Unsecured or secured loans

Small and medium-sized enterprises hold tremendous promise for the growing banking industry, but their size makes them too small for traditional commercial lending and too big for the microfinance sector. Unsecured loans aim to fill the gap.

They don’t ask for collateral, but that increases lender risk. Banks are looking for a few confidence points to stabilize this shaky ground. You need excellent credit, a solid business plan, and detailed cash flow analysis, including interest and monthly payments.

Secured loans use collateral to improve risk and push interest rates into more practical ranges. They’re the most accessible type of loan, but you may need to restructure your mortgage and offer your home as collateral. If you have more than one property and need quick and easy financing, a secured loan will open the doors to your business sooner rather than later.

bank loan

Top banks bundle bank loans as business or start-up loans. This niche is highly competitive, so you’ll find an eclectic range of well-designed products here. Credit can be provided as an overdraft, revolving credit or fixed term products. The latter lets you repay at intervals that suit your cash flow, so it’s a perfect product for startups.
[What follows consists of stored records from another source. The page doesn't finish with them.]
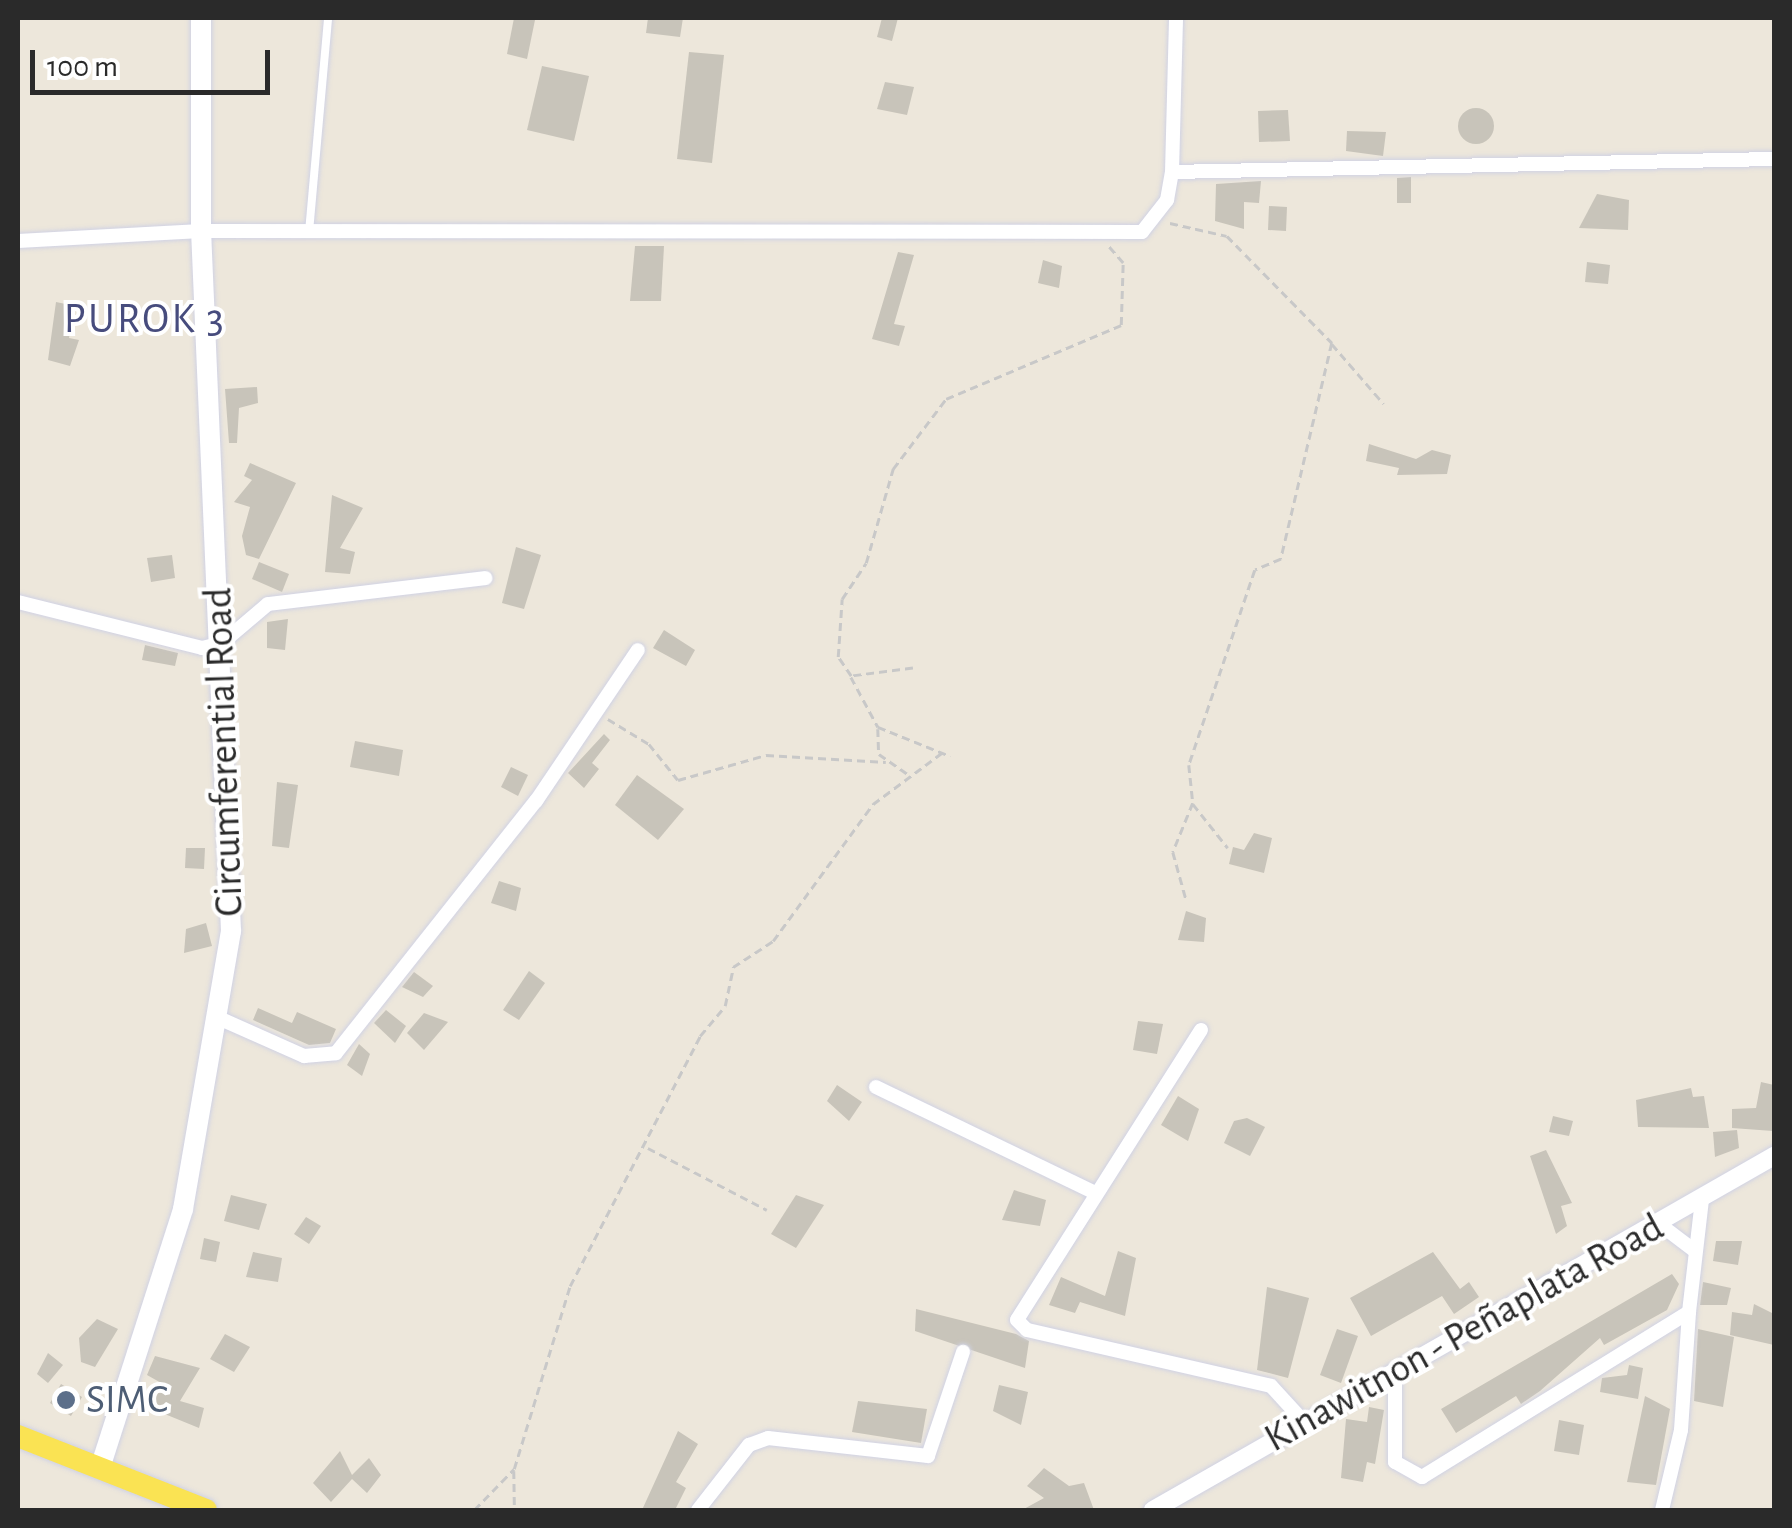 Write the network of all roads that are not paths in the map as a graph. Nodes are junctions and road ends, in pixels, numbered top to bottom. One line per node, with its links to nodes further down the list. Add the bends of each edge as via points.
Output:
1 (200, 18): 6 (main road, Circumferential Road)
2 (328, 18): 7 (lane)
3 (1176, 18): 5 (street)
4 (1774, 159): 5 (street)
5 (1172, 172): 7 (street, via 1157,220 1142,232 1099,236)
6 (200, 232): 7 (street); 8 (street); 11 (main road, Circumferential Road)
7 (309, 232)
8 (18, 241)
9 (484, 578): 11 (street, via 268,604)
10 (18, 602): 11 (street, via 187,647)
11 (222, 644): 13 (main road, Circumferential Road, via 232,837)
12 (638, 650): 13 (street, via 336,1053 304,1056)
13 (222, 1020): 26 (main road, Circumferential Road, via 183,1209)
14 (1202, 1030): 17 (street)
15 (876, 1087): 17 (street)
16 (1774, 1156): 18 (street, Kinawitnon - Peñaplata Road)
17 (1095, 1194): 24 (street, via 1019,1312 1020,1326 1271,1386)
18 (1702, 1199): 19 (street, Kinawitnon - Peñaplata Road); 20 (street)
19 (1658, 1223): 20 (street); 23 (street, Kinawitnon - Peñaplata Road)
20 (1695, 1250): 21 (street)
21 (1689, 1312): 23 (street, via 1422,1477 1395,1462); 30 (street, via 1681,1430)
22 (963, 1352): 28 (street, via 928,1456 768,1438 748,1445)
23 (1394, 1370): 24 (street, Kinawitnon - Peñaplata Road)
24 (1304, 1422): 29 (street, Kinawitnon - Peñaplata Road)
25 (18, 1436): 26 (main road)
26 (100, 1468): 27 (main road)
27 (206, 1510)
28 (698, 1510)
29 (1153, 1510)
30 (1662, 1510) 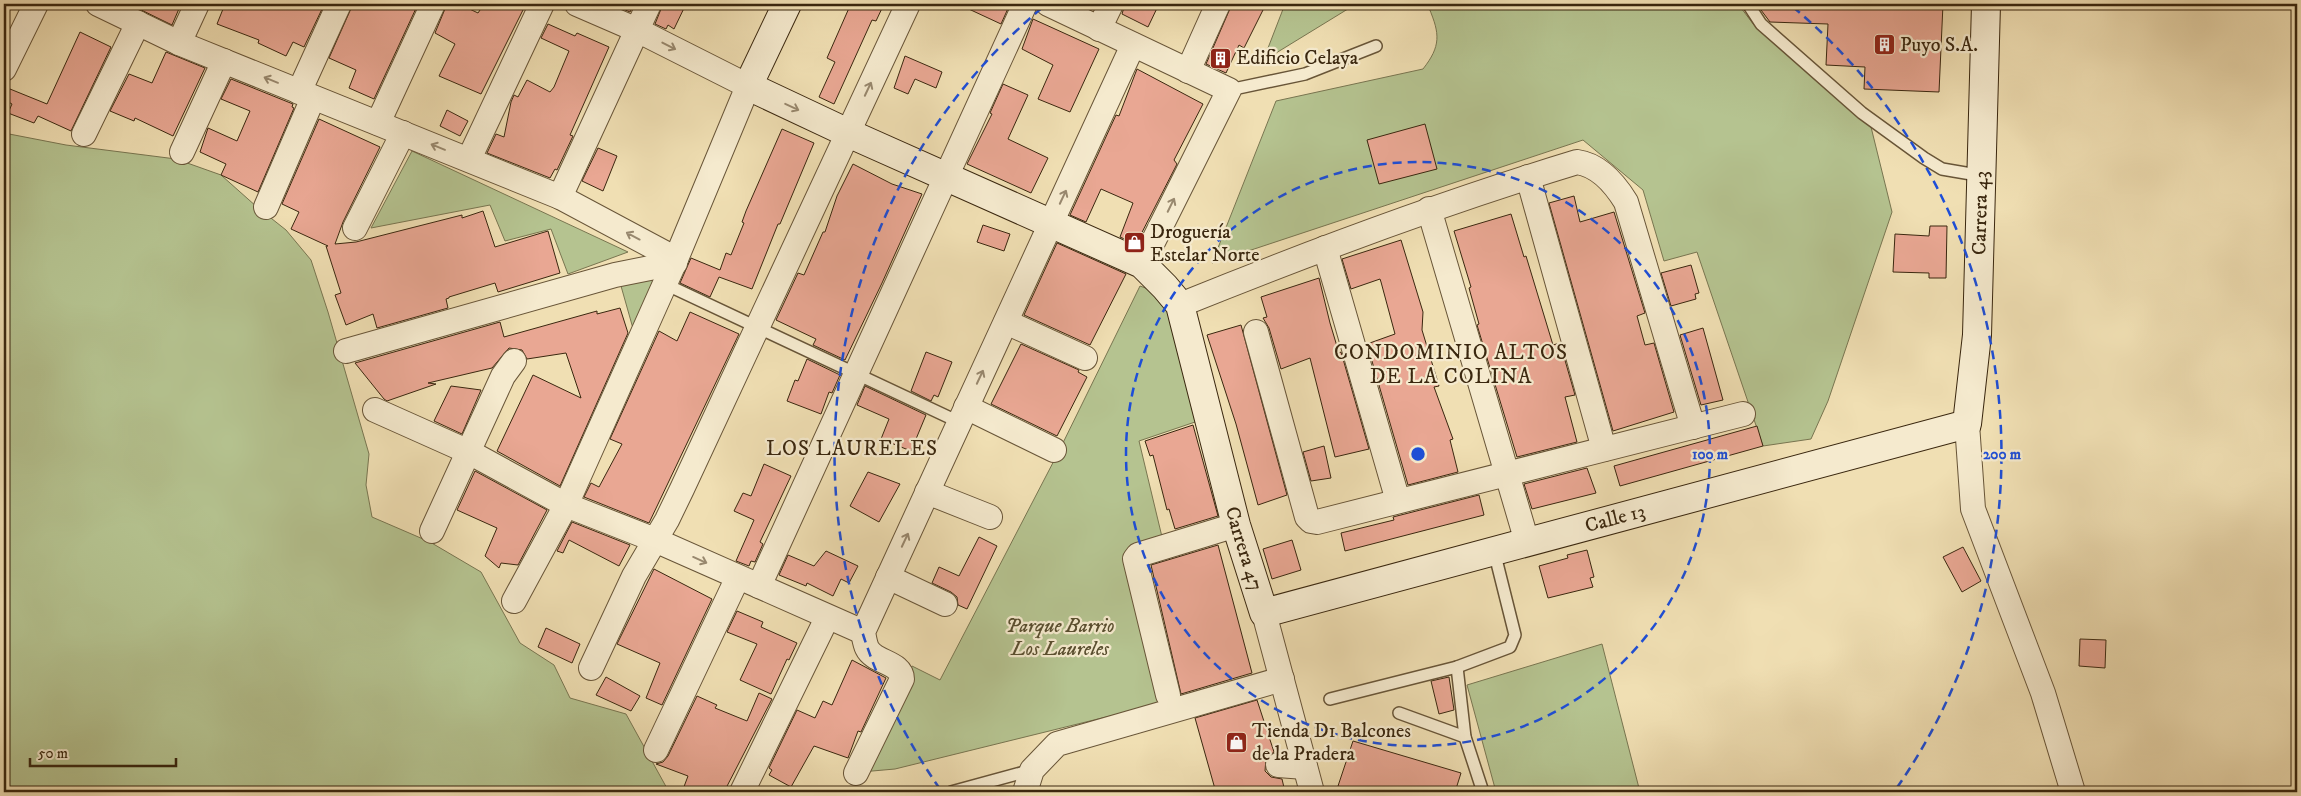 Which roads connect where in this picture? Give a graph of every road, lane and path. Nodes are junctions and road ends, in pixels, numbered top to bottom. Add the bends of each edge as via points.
1 (36, 4) edge
2 (98, 4) edge
3 (197, 4) edge
4 (339, 4) edge
5 (433, 4) edge
6 (542, 4) edge
7 (577, 4) edge
8 (649, 4) edge
9 (788, 4) edge
10 (908, 4) edge
11 (1025, 4) edge
12 (1048, 4) edge
13 (1111, 4) edge
14 (1218, 4) edge
15 (1748, 4) edge
16 (1986, 4) edge
17 (138, 23) junction
18 (1099, 28) junction
19 (636, 30) junction
20 (178, 43) junction
21 (1133, 44) junction
22 (1376, 46) dead end
23 (224, 61) junction
24 (4, 69) edge
25 (1188, 70) junction
26 (748, 86) junction
27 (1229, 90) junction
28 (306, 95) junction
29 (378, 123) junction
30 (403, 133) junction
31 (848, 133) junction
32 (84, 134) dead end
33 (182, 152) dead end
34 (469, 159) junction
35 (1983, 176) junction
36 (945, 177) junction
37 (1528, 177) junction
38 (560, 198) junction
39 (266, 207) dead end
40 (1429, 209) junction
41 (1051, 224) junction
42 (355, 228) dead end
43 (1325, 248) junction
44 (676, 261) junction
45 (1142, 264) junction
46 (665, 284) junction
47 (1180, 305) junction
48 (1006, 322) junction
49 (758, 328) junction
50 (1256, 332) dead end
51 (346, 351) dead end
52 (1085, 358) dead end
53 (514, 361) dead end
54 (857, 374) junction
55 (375, 410) dead end
56 (1743, 414) dead end
57 (963, 415) junction
58 (1967, 424) junction
59 (1693, 427) junction
60 (1604, 449) junction
61 (1054, 450) dead end
62 (469, 452) junction
63 (1507, 475) junction
64 (927, 492) junction
65 (1398, 501) junction
66 (566, 505) junction
67 (990, 517) dead end
68 (1236, 525) junction
69 (432, 531) dead end
70 (655, 540) junction
71 (1527, 542) junction
72 (1494, 551) junction
73 (888, 577) junction
74 (748, 581) junction
75 (514, 601) dead end
76 (945, 604) dead end
77 (1264, 613) junction
78 (827, 618) junction
79 (863, 632) junction
80 (1457, 667) junction
81 (591, 668) dead end
82 (1282, 679) junction
83 (1168, 695) dead end
84 (1330, 699) dead end
85 (1399, 713) dead end
86 (1465, 737) junction
87 (656, 750) dead end
88 (1278, 765) dead end
89 (1305, 767) junction
90 (856, 773) dead end
91 (1028, 781) edge
92 (742, 792) edge
93 (950, 792) edge
94 (1312, 792) edge
95 (1483, 792) edge
96 (2073, 792) edge

1 - 24 street
2 - 17 street
3 - 20 street
4 - 28 street
5 - 29 street
6 - 34 street
7 - 19 street
8 - 19 street
9 - 26 street
31 -> 10 street
11 - 36 street
12 - 18 street
13 - 18 street
14 - 25 street
15 - 35 lane via 1760,24 1862,113 1942,169
16 - 35 street, Carrera 43
17 - 20 street
17 - 32 street
18 - 21 street
19 -> 26 street
19 - 38 street
20 - 23 street
21 - 25 street
41 -> 21 street
22 - 27 lane via 1305,74
28 -> 23 street
23 - 33 street
25 - 27 street
26 -> 31 street
26 - 44 street
45 -> 27 street
28 - 29 street
28 - 39 street
29 - 30 street
34 -> 30 street
30 - 42 street
31 - 36 street
31 - 49 street
34 - 38 street
35 - 58 street, Carrera 43 via 1976,335
36 - 41 street
36 - 54 street
37 - 40 street
37 - 59 street via 1577,162 1592,166 1618,189 1626,202
37 - 60 street
44 -> 38 street
40 - 43 street
40 - 63 street
41 - 45 street
41 - 48 street
43 - 47 street
43 - 65 street
44 - 46 street
44 - 51 street via 615,275
45 - 47 street
46 - 49 lane
46 - 66 street
47 - 68 street, Carrera 47
48 - 52 street
57 -> 48 street
49 - 54 lane
49 - 70 street
50 - 65 street via 1306,516 1317,522
53 - 62 street via 503,376
54 - 57 lane
54 - 74 street
55 - 62 street
56 - 59 street
57 - 61 street
57 - 64 street
58 - 71 street, Calle 13
58 - 96 street via 1973,509 2042,693
59 - 60 street
60 - 63 street
62 - 66 street
62 - 69 street
63 - 65 street
63 - 71 street
64 - 67 street
73 -> 64 street
66 - 70 street
66 - 75 street
68 - 77 street, Carrera 47
68 - 83 street via 1135,559
70 -> 74 street
70 - 81 street via 634,576
71 - 72 street, Calle 13
72 - 77 street, Calle 13
72 - 80 lane via 1514,639 1507,650
73 - 76 street
73 - 79 street
74 - 78 street
74 - 87 street
77 - 82 street, Carrera 47
78 - 79 street
78 - 92 street
79 - 90 street via 867,649 898,669 902,680
80 - 84 lane
80 - 86 lane
82 - 89 street, Carrera 47
82 - 91 street via 1057,744
85 - 86 lane
86 - 95 lane
88 - 89 street
89 - 94 street, Carrera 47
91 - 93 lane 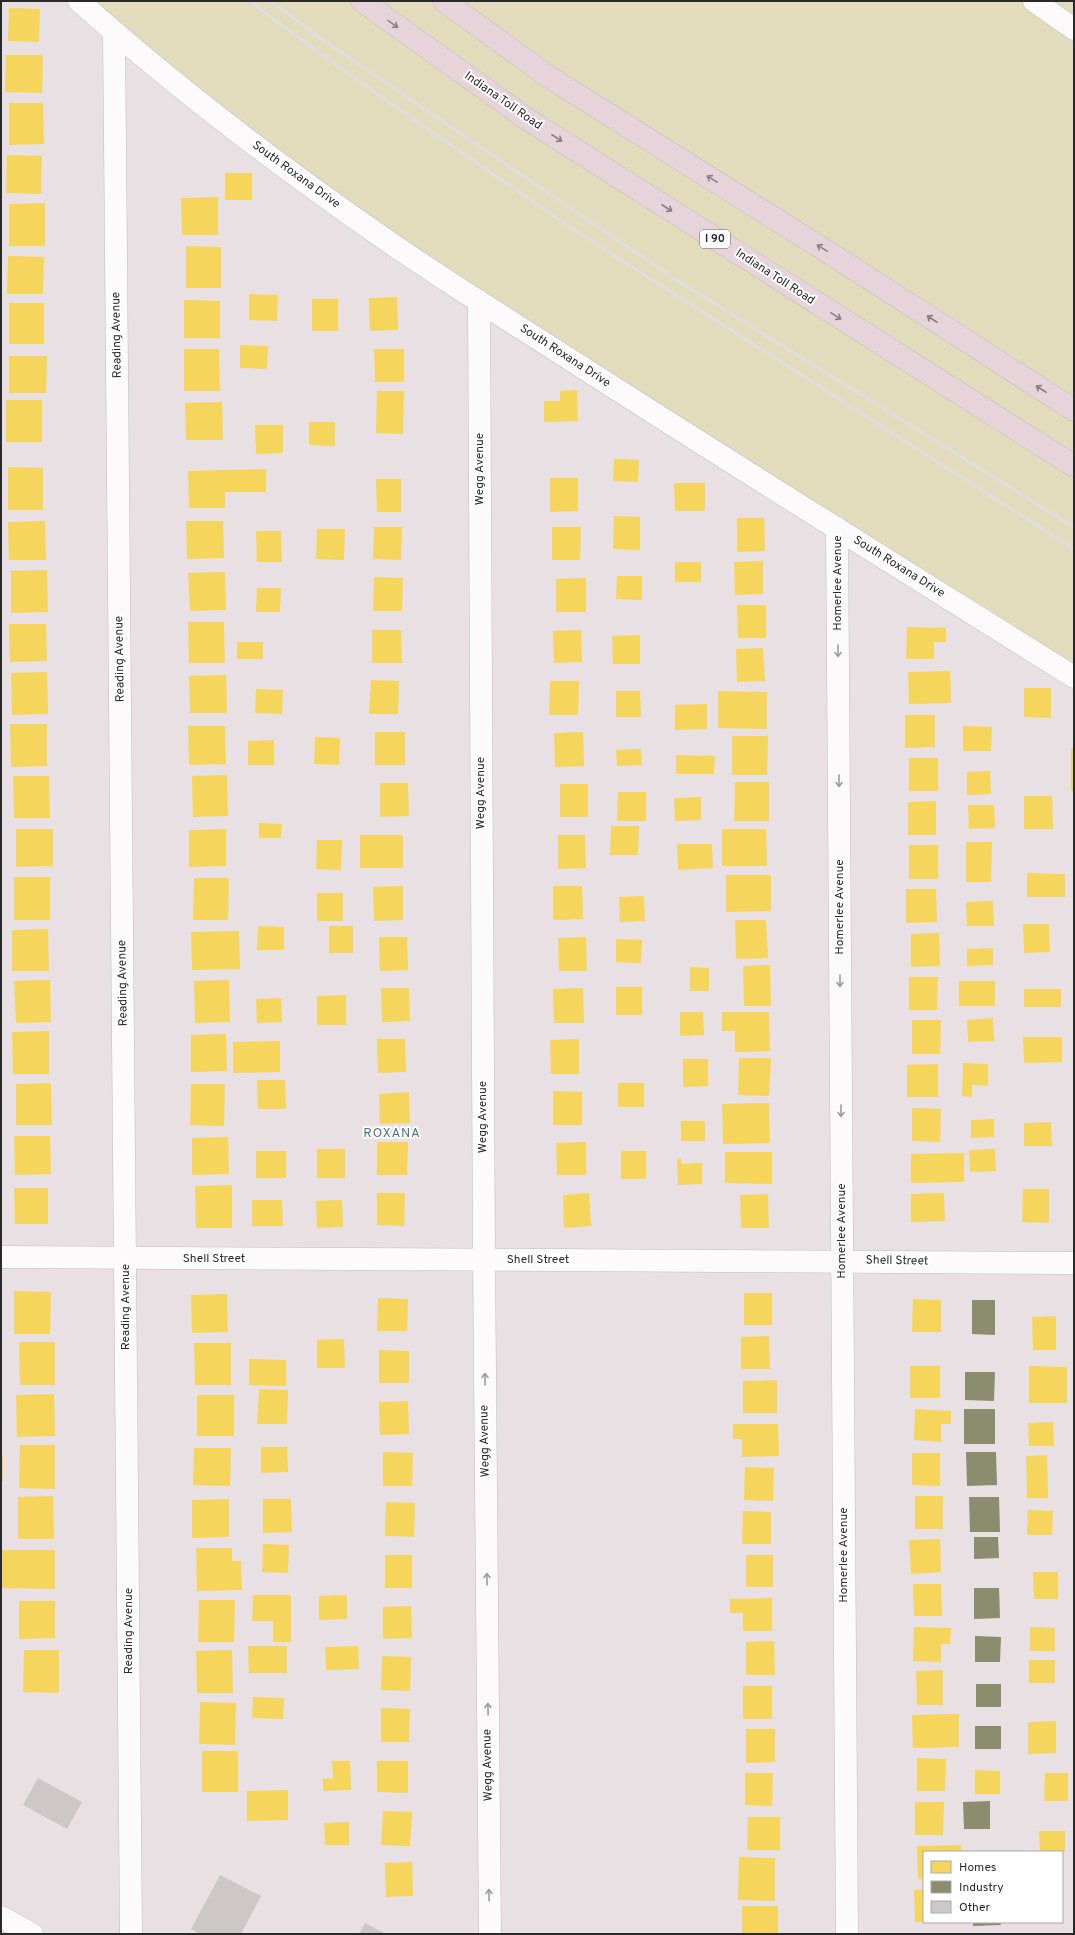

Contract finance is a one-time or recurring loan for businesses that operate on a contract basis. For example, some major South African banks have adopted black economic power policies to favor black-owned SMEs. Others offer specialized products that support BEE principles in the form of leveraged finance and advisory services. Many offer comprehensive advice and financing on BEE acquisitions and mergers, helping you structure a tax-efficient business.

Make sure you research what specific bank loans are available to you.

Bank loans require a solid business plan and an impressive credit rating. In return, you are working with a reputable lender with a long history.

Seller Loan

If you are buying an existing business, the seller may offer you a loan to cover your purchase price. This product is symbiotic, giving you the funds you need while allowing the seller to earn interest.

Vendor loans are typically used as part of the capital stack rather than the primary source. However, sellers need good credit. Nonetheless, this option can offer you cheaper and more accessible financing with faster closing.


  • Government Grants: Governments in most countries on the continent provide loans to entrepreneurs who want to start a business.
  • Revenue-Based Funding: An investor gives you upfront capital in exchange for a cut in your future profits.
  • Pawn Loans: Short-term loans offered in exchange for assets. No credit checks are required.
  • Crowdfunding: Funding is provided through sites like Kickstarter and GoFundMe for a fee.
  • Angel Investing: A wealthy person invests personal capital in your business in exchange for equity.
  • Venture Capital Investing: Capital is provided in exchange for portfolio benefits, media exposure, and other portfolio benefits.

And remember, banks and lenders rely on your money to make a profit. The success of your business is its success, so don’t treat your lender as a service offering. You are the customer and your loan is profitable for them.

Don’t be afraid to negotiate the terms of your loan when you start or want to start buy a business. However, your financing should be just as profitable for you. Choosing a product with exorbitant fees and impossible interest rates does not create a basis for a prosperous future.